> TASK MATERIAL

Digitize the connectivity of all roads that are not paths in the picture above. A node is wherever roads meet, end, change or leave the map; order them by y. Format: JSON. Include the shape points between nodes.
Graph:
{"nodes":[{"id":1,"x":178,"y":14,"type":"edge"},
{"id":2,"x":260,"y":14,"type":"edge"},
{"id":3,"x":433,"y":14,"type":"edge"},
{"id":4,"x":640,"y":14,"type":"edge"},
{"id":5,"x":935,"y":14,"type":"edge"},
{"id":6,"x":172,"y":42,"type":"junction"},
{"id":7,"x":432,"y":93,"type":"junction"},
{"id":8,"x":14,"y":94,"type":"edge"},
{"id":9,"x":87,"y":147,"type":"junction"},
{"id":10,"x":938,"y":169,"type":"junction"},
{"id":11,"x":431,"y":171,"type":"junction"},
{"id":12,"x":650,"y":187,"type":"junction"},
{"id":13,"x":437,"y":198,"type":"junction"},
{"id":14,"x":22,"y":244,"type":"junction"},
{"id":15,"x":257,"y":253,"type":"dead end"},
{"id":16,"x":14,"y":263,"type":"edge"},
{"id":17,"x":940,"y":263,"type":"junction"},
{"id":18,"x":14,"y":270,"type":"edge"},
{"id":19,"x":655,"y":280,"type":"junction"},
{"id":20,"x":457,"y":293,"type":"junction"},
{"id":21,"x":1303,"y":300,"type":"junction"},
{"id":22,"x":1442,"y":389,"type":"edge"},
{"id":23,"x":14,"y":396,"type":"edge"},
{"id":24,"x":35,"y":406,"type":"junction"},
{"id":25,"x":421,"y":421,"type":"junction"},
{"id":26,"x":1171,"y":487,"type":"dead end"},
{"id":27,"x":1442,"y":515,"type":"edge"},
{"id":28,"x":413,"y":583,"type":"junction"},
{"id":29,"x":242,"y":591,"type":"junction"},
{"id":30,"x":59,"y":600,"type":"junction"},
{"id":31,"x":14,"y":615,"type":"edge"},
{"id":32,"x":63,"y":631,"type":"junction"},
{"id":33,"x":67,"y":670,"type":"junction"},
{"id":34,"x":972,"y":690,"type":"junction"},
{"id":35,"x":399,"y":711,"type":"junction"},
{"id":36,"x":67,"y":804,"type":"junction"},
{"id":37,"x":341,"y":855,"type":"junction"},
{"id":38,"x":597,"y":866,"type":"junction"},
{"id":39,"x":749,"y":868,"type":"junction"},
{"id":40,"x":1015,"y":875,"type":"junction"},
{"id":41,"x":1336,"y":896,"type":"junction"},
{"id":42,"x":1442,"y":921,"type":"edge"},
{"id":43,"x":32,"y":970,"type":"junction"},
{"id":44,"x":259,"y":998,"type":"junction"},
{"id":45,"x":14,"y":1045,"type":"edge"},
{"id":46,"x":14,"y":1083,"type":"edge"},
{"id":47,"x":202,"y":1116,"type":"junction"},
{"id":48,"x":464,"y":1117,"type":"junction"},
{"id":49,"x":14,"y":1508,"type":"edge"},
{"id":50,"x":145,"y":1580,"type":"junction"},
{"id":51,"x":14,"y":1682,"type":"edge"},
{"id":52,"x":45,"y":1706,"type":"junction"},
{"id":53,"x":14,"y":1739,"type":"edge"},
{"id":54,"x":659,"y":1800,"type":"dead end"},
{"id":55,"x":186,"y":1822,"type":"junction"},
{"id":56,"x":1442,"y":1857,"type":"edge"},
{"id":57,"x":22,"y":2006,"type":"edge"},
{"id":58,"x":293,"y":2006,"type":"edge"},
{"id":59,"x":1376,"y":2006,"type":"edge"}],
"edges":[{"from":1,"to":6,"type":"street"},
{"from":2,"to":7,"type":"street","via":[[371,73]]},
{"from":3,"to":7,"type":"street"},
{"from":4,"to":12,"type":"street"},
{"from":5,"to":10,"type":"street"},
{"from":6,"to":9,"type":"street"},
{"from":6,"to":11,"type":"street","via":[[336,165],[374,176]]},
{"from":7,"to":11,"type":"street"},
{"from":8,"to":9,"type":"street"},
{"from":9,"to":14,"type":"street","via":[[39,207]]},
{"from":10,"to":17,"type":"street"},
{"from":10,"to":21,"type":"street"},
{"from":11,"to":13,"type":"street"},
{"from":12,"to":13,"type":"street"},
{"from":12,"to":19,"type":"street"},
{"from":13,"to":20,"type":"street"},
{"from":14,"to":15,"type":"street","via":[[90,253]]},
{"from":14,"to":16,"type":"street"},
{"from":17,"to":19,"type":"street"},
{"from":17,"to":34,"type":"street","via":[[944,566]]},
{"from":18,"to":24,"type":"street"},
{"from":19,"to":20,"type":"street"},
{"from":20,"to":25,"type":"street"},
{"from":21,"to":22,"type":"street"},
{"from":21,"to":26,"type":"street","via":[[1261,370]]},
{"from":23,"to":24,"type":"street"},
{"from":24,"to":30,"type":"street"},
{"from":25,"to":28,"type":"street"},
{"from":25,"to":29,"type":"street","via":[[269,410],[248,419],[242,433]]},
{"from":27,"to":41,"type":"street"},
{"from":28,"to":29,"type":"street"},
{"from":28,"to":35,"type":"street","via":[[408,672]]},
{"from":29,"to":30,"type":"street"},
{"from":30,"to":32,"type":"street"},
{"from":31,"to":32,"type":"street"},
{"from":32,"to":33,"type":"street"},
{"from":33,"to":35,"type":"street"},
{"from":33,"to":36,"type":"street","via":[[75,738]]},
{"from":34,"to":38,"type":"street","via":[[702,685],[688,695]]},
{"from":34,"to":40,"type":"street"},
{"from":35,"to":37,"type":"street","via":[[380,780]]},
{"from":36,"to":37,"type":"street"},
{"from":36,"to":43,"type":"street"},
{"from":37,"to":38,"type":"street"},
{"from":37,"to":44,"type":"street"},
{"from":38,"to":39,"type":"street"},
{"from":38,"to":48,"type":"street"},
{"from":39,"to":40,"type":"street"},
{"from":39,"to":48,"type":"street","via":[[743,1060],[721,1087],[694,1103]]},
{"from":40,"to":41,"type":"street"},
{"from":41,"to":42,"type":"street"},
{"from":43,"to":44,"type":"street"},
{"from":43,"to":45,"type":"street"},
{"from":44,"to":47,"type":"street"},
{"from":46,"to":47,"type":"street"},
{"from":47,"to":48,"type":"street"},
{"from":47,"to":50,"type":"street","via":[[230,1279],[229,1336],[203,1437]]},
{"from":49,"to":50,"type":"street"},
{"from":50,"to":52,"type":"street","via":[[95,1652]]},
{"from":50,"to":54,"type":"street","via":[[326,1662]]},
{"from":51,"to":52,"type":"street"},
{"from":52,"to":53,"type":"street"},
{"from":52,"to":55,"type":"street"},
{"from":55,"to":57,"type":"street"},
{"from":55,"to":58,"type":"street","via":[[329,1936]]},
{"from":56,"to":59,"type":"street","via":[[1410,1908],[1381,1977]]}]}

> TRY IT
Print each entry precisely. Include every line.

> FINISHED EXERCISE
Digitize the connectivity of all roads that are not paths in the picture above. A node is wherever roads meet, end, change or leave the map; order them by y. Format: JSON. Include the shape points between nodes.
Graph:
{"nodes":[{"id":1,"x":178,"y":14,"type":"edge"},
{"id":2,"x":260,"y":14,"type":"edge"},
{"id":3,"x":433,"y":14,"type":"edge"},
{"id":4,"x":640,"y":14,"type":"edge"},
{"id":5,"x":935,"y":14,"type":"edge"},
{"id":6,"x":172,"y":42,"type":"junction"},
{"id":7,"x":432,"y":93,"type":"junction"},
{"id":8,"x":14,"y":94,"type":"edge"},
{"id":9,"x":87,"y":147,"type":"junction"},
{"id":10,"x":938,"y":169,"type":"junction"},
{"id":11,"x":431,"y":171,"type":"junction"},
{"id":12,"x":650,"y":187,"type":"junction"},
{"id":13,"x":437,"y":198,"type":"junction"},
{"id":14,"x":22,"y":244,"type":"junction"},
{"id":15,"x":257,"y":253,"type":"dead end"},
{"id":16,"x":14,"y":263,"type":"edge"},
{"id":17,"x":940,"y":263,"type":"junction"},
{"id":18,"x":14,"y":270,"type":"edge"},
{"id":19,"x":655,"y":280,"type":"junction"},
{"id":20,"x":457,"y":293,"type":"junction"},
{"id":21,"x":1303,"y":300,"type":"junction"},
{"id":22,"x":1442,"y":389,"type":"edge"},
{"id":23,"x":14,"y":396,"type":"edge"},
{"id":24,"x":35,"y":406,"type":"junction"},
{"id":25,"x":421,"y":421,"type":"junction"},
{"id":26,"x":1171,"y":487,"type":"dead end"},
{"id":27,"x":1442,"y":515,"type":"edge"},
{"id":28,"x":413,"y":583,"type":"junction"},
{"id":29,"x":242,"y":591,"type":"junction"},
{"id":30,"x":59,"y":600,"type":"junction"},
{"id":31,"x":14,"y":615,"type":"edge"},
{"id":32,"x":63,"y":631,"type":"junction"},
{"id":33,"x":67,"y":670,"type":"junction"},
{"id":34,"x":972,"y":690,"type":"junction"},
{"id":35,"x":399,"y":711,"type":"junction"},
{"id":36,"x":67,"y":804,"type":"junction"},
{"id":37,"x":341,"y":855,"type":"junction"},
{"id":38,"x":597,"y":866,"type":"junction"},
{"id":39,"x":749,"y":868,"type":"junction"},
{"id":40,"x":1015,"y":875,"type":"junction"},
{"id":41,"x":1336,"y":896,"type":"junction"},
{"id":42,"x":1442,"y":921,"type":"edge"},
{"id":43,"x":32,"y":970,"type":"junction"},
{"id":44,"x":259,"y":998,"type":"junction"},
{"id":45,"x":14,"y":1045,"type":"edge"},
{"id":46,"x":14,"y":1083,"type":"edge"},
{"id":47,"x":202,"y":1116,"type":"junction"},
{"id":48,"x":464,"y":1117,"type":"junction"},
{"id":49,"x":14,"y":1508,"type":"edge"},
{"id":50,"x":145,"y":1580,"type":"junction"},
{"id":51,"x":14,"y":1682,"type":"edge"},
{"id":52,"x":45,"y":1706,"type":"junction"},
{"id":53,"x":14,"y":1739,"type":"edge"},
{"id":54,"x":659,"y":1800,"type":"dead end"},
{"id":55,"x":186,"y":1822,"type":"junction"},
{"id":56,"x":1442,"y":1857,"type":"edge"},
{"id":57,"x":22,"y":2006,"type":"edge"},
{"id":58,"x":293,"y":2006,"type":"edge"},
{"id":59,"x":1376,"y":2006,"type":"edge"}],
"edges":[{"from":1,"to":6,"type":"street"},
{"from":2,"to":7,"type":"street","via":[[371,73]]},
{"from":3,"to":7,"type":"street"},
{"from":4,"to":12,"type":"street"},
{"from":5,"to":10,"type":"street"},
{"from":6,"to":9,"type":"street"},
{"from":6,"to":11,"type":"street","via":[[336,165],[374,176]]},
{"from":7,"to":11,"type":"street"},
{"from":8,"to":9,"type":"street"},
{"from":9,"to":14,"type":"street","via":[[39,207]]},
{"from":10,"to":17,"type":"street"},
{"from":10,"to":21,"type":"street"},
{"from":11,"to":13,"type":"street"},
{"from":12,"to":13,"type":"street"},
{"from":12,"to":19,"type":"street"},
{"from":13,"to":20,"type":"street"},
{"from":14,"to":15,"type":"street","via":[[90,253]]},
{"from":14,"to":16,"type":"street"},
{"from":17,"to":19,"type":"street"},
{"from":17,"to":34,"type":"street","via":[[944,566]]},
{"from":18,"to":24,"type":"street"},
{"from":19,"to":20,"type":"street"},
{"from":20,"to":25,"type":"street"},
{"from":21,"to":22,"type":"street"},
{"from":21,"to":26,"type":"street","via":[[1261,370]]},
{"from":23,"to":24,"type":"street"},
{"from":24,"to":30,"type":"street"},
{"from":25,"to":28,"type":"street"},
{"from":25,"to":29,"type":"street","via":[[269,410],[248,419],[242,433]]},
{"from":27,"to":41,"type":"street"},
{"from":28,"to":29,"type":"street"},
{"from":28,"to":35,"type":"street","via":[[408,672]]},
{"from":29,"to":30,"type":"street"},
{"from":30,"to":32,"type":"street"},
{"from":31,"to":32,"type":"street"},
{"from":32,"to":33,"type":"street"},
{"from":33,"to":35,"type":"street"},
{"from":33,"to":36,"type":"street","via":[[75,738]]},
{"from":34,"to":38,"type":"street","via":[[702,685],[688,695]]},
{"from":34,"to":40,"type":"street"},
{"from":35,"to":37,"type":"street","via":[[380,780]]},
{"from":36,"to":37,"type":"street"},
{"from":36,"to":43,"type":"street"},
{"from":37,"to":38,"type":"street"},
{"from":37,"to":44,"type":"street"},
{"from":38,"to":39,"type":"street"},
{"from":38,"to":48,"type":"street"},
{"from":39,"to":40,"type":"street"},
{"from":39,"to":48,"type":"street","via":[[743,1060],[721,1087],[694,1103]]},
{"from":40,"to":41,"type":"street"},
{"from":41,"to":42,"type":"street"},
{"from":43,"to":44,"type":"street"},
{"from":43,"to":45,"type":"street"},
{"from":44,"to":47,"type":"street"},
{"from":46,"to":47,"type":"street"},
{"from":47,"to":48,"type":"street"},
{"from":47,"to":50,"type":"street","via":[[230,1279],[229,1336],[203,1437]]},
{"from":49,"to":50,"type":"street"},
{"from":50,"to":52,"type":"street","via":[[95,1652]]},
{"from":50,"to":54,"type":"street","via":[[326,1662]]},
{"from":51,"to":52,"type":"street"},
{"from":52,"to":53,"type":"street"},
{"from":52,"to":55,"type":"street"},
{"from":55,"to":57,"type":"street"},
{"from":55,"to":58,"type":"street","via":[[329,1936]]},
{"from":56,"to":59,"type":"street","via":[[1410,1908],[1381,1977]]}]}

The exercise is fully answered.